# MATERIAL SUPPLIED
════════════════

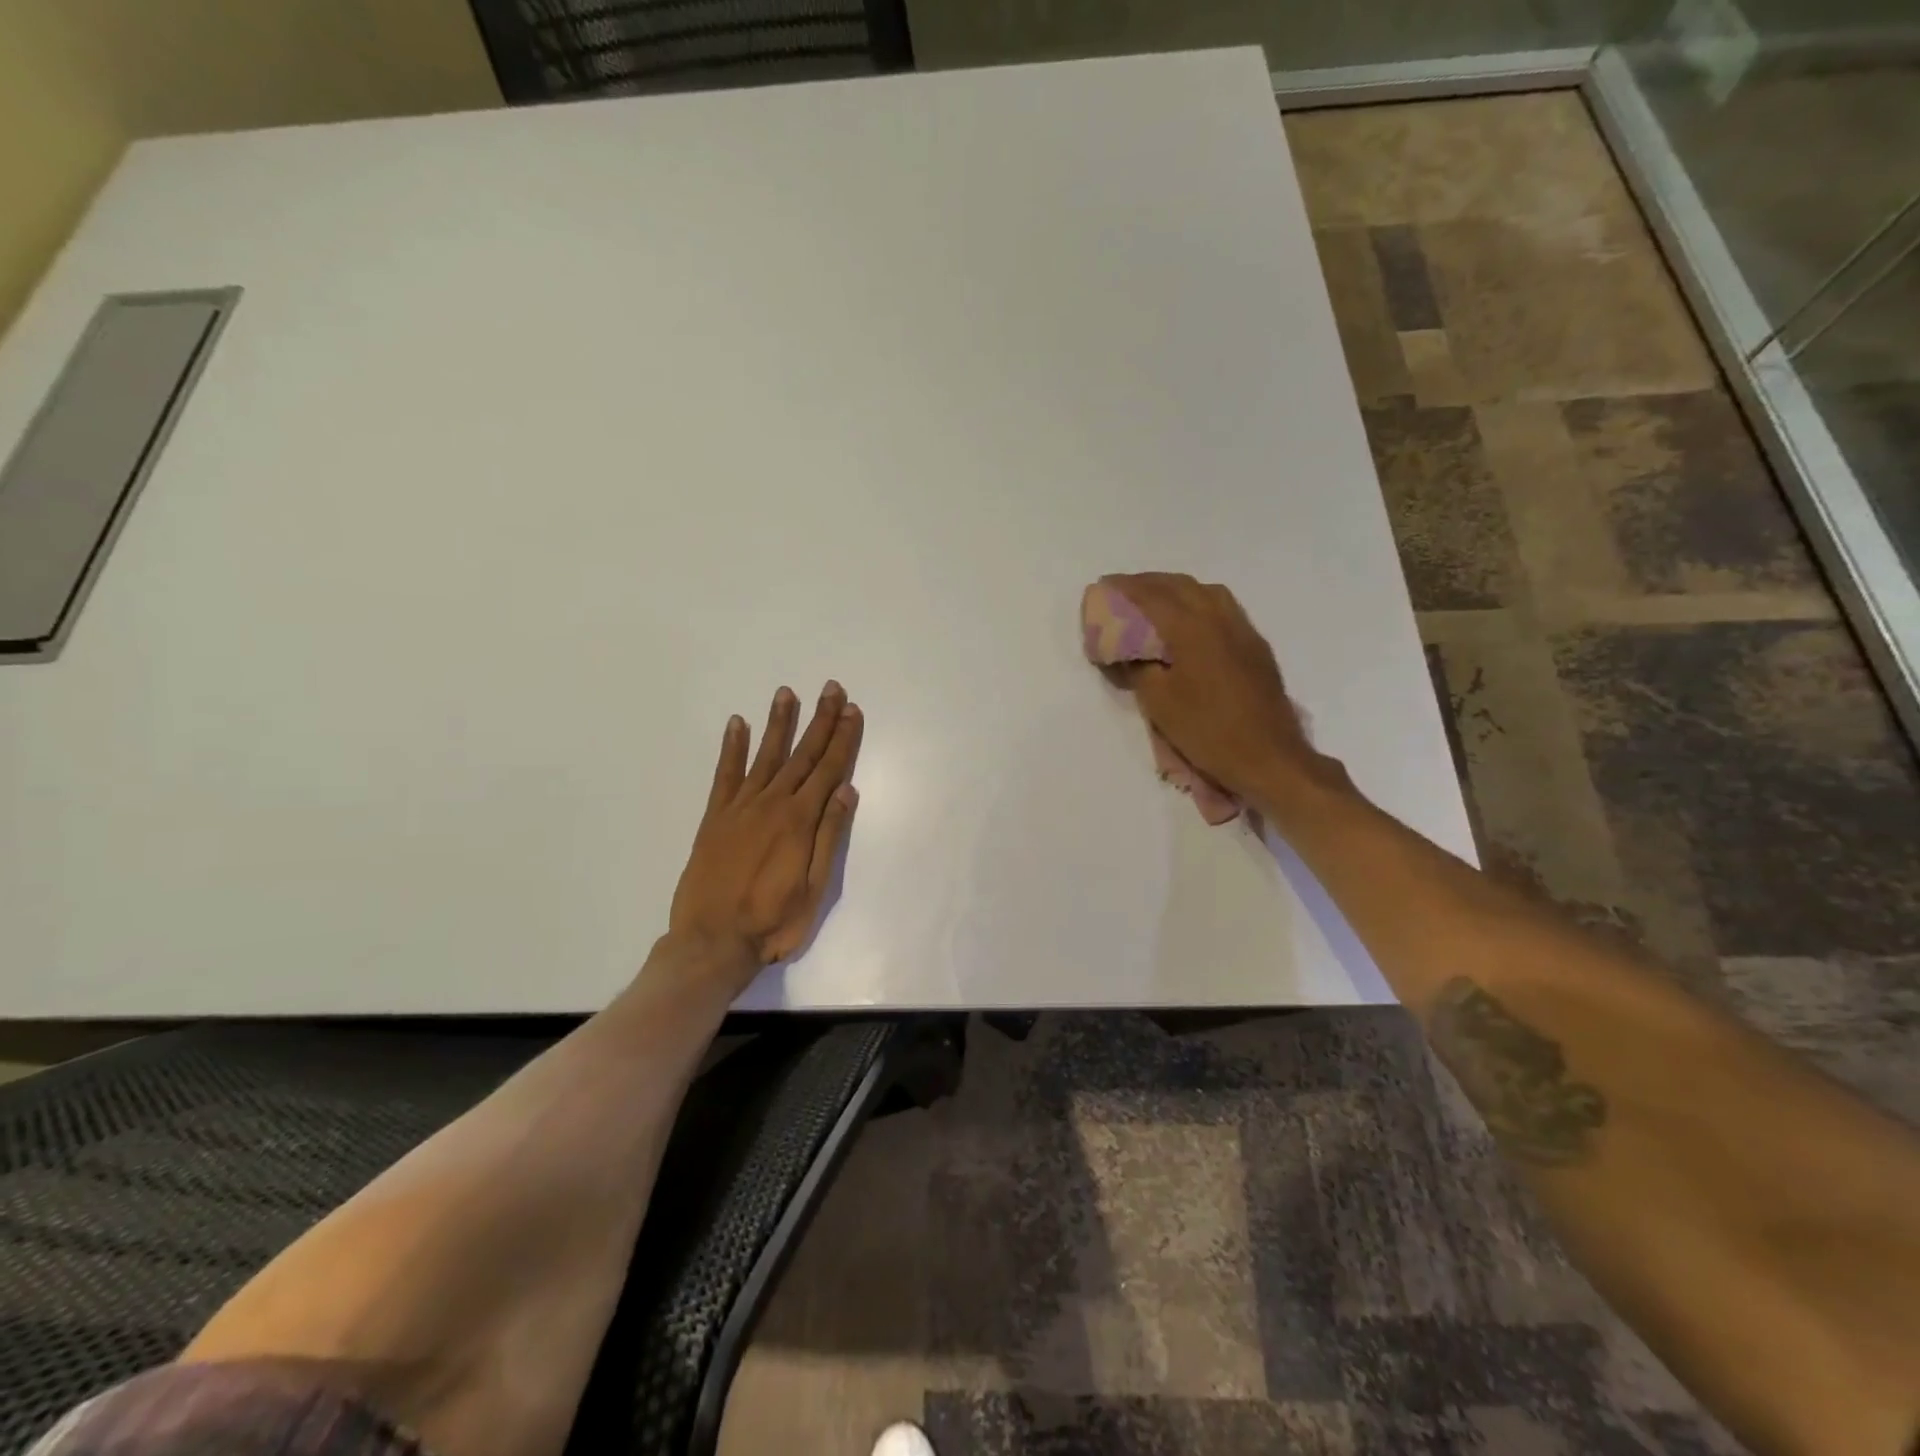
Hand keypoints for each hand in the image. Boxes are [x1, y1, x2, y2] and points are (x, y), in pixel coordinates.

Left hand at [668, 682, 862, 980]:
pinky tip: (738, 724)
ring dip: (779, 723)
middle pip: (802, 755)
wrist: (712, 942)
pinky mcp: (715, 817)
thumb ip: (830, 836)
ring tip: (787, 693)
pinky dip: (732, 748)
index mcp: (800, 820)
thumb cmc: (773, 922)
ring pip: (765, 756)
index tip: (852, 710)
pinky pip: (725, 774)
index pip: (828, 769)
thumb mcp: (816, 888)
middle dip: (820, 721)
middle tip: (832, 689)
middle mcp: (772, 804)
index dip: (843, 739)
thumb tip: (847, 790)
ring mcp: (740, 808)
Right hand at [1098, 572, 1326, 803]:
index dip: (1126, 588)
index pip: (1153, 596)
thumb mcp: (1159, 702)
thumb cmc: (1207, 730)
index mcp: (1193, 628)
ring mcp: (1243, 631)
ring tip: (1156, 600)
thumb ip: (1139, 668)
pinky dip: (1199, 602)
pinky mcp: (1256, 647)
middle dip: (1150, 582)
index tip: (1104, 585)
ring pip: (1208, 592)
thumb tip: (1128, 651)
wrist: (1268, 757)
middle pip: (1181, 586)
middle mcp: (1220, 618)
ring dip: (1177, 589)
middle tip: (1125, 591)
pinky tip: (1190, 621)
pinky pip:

════════════════

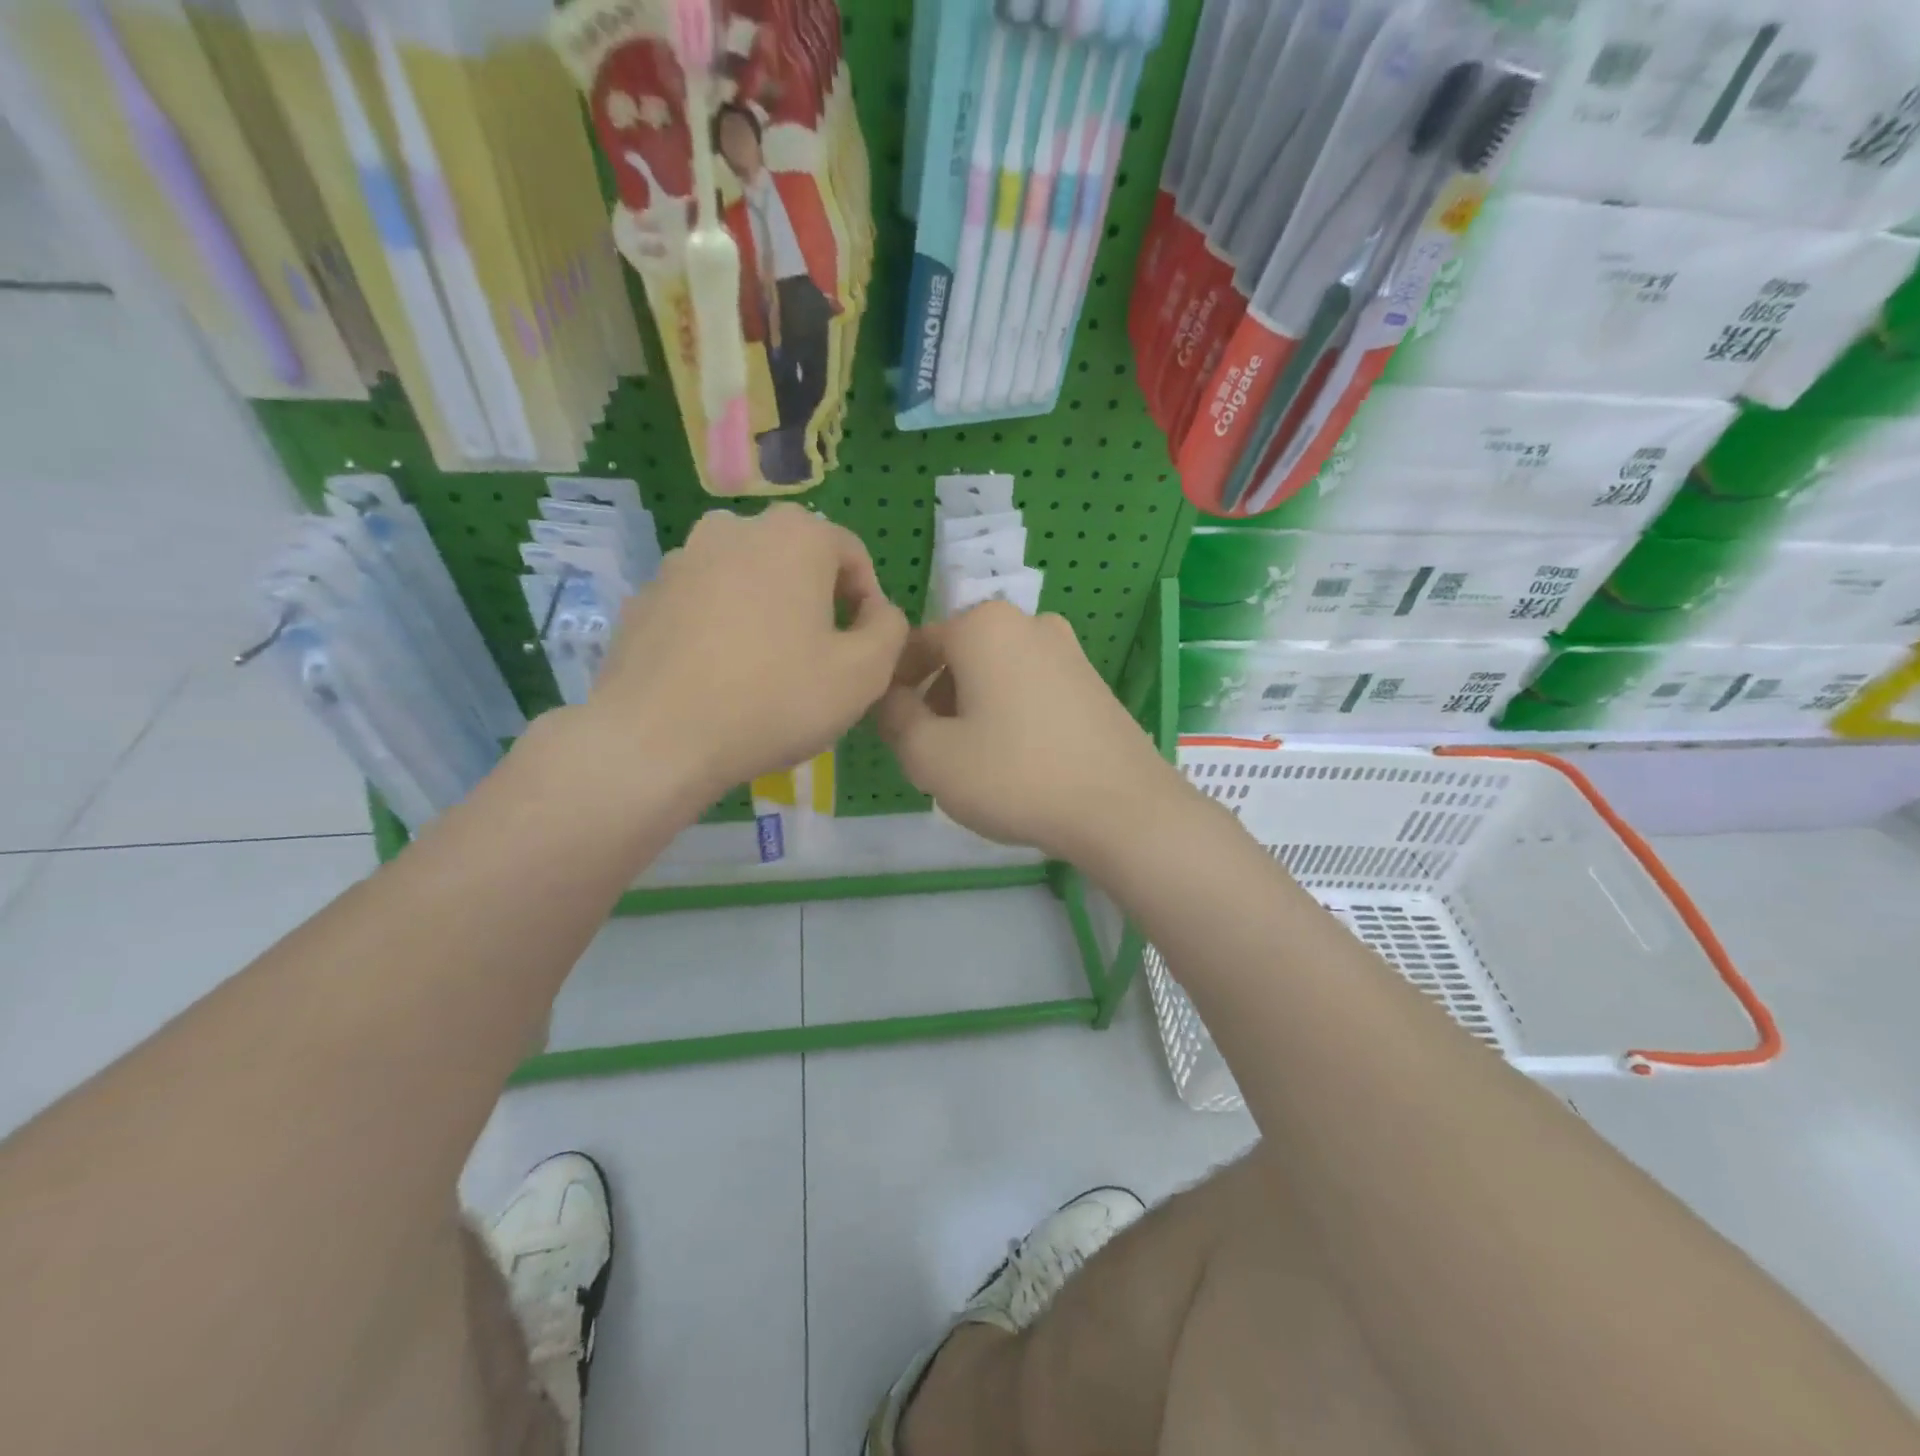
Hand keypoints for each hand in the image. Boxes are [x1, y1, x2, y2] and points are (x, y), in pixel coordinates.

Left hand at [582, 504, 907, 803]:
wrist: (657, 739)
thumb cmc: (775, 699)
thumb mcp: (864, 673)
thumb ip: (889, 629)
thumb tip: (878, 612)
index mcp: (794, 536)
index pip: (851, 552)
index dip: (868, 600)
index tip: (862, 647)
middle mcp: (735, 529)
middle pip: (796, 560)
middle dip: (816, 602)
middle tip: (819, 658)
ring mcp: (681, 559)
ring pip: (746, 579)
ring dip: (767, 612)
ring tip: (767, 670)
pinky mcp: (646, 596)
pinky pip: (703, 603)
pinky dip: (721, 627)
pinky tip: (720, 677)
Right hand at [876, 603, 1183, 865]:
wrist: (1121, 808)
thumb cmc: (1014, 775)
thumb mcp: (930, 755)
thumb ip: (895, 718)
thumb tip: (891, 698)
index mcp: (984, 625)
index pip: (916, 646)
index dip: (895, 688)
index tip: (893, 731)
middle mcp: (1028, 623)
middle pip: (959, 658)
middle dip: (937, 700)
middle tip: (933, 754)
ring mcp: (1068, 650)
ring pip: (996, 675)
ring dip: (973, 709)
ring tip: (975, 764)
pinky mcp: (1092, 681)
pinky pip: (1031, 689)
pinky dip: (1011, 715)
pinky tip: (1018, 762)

════════════════

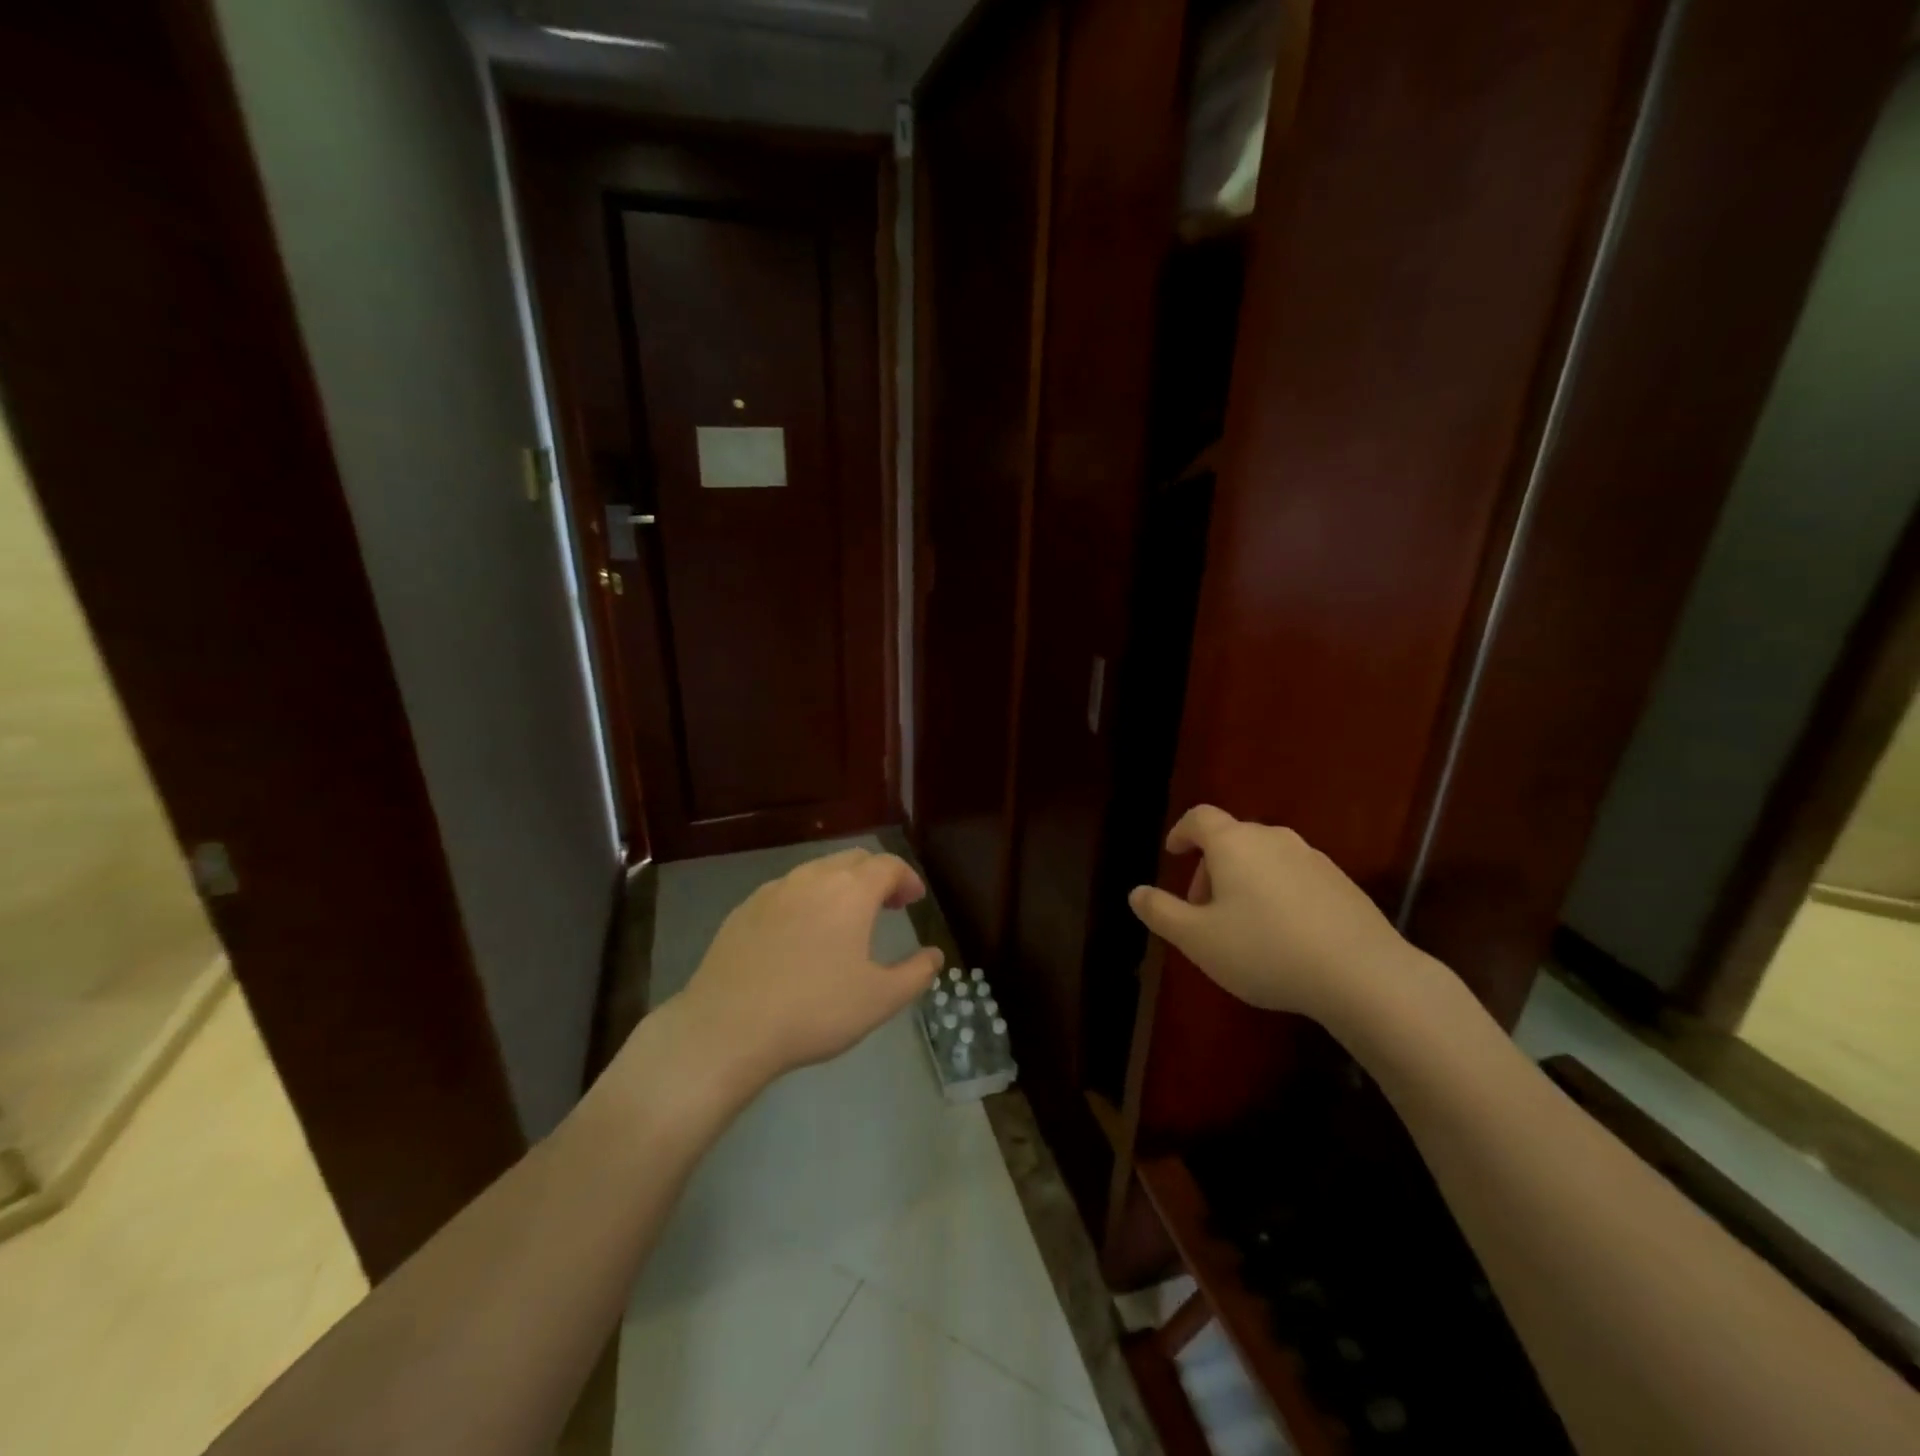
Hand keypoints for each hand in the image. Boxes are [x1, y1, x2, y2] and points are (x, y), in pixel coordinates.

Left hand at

════════════════

# YOUR INSTRUCTIONS
Find "middle tip: (933, 754)" in the entries above and copy that whole line exactly, then each line after it through the line that contains "pinky tip: (1018, 762)".

# THE COMPLETED TASK
middle tip: (933, 754)
ring mcp: (1068, 650)
ring pip: (996, 675)
ring dip: (973, 709)
ring tip: (975, 764)
pinky mcp: (1092, 681)
pinky pip: (1031, 689)
pinky dip: (1011, 715)
pinky tip: (1018, 762)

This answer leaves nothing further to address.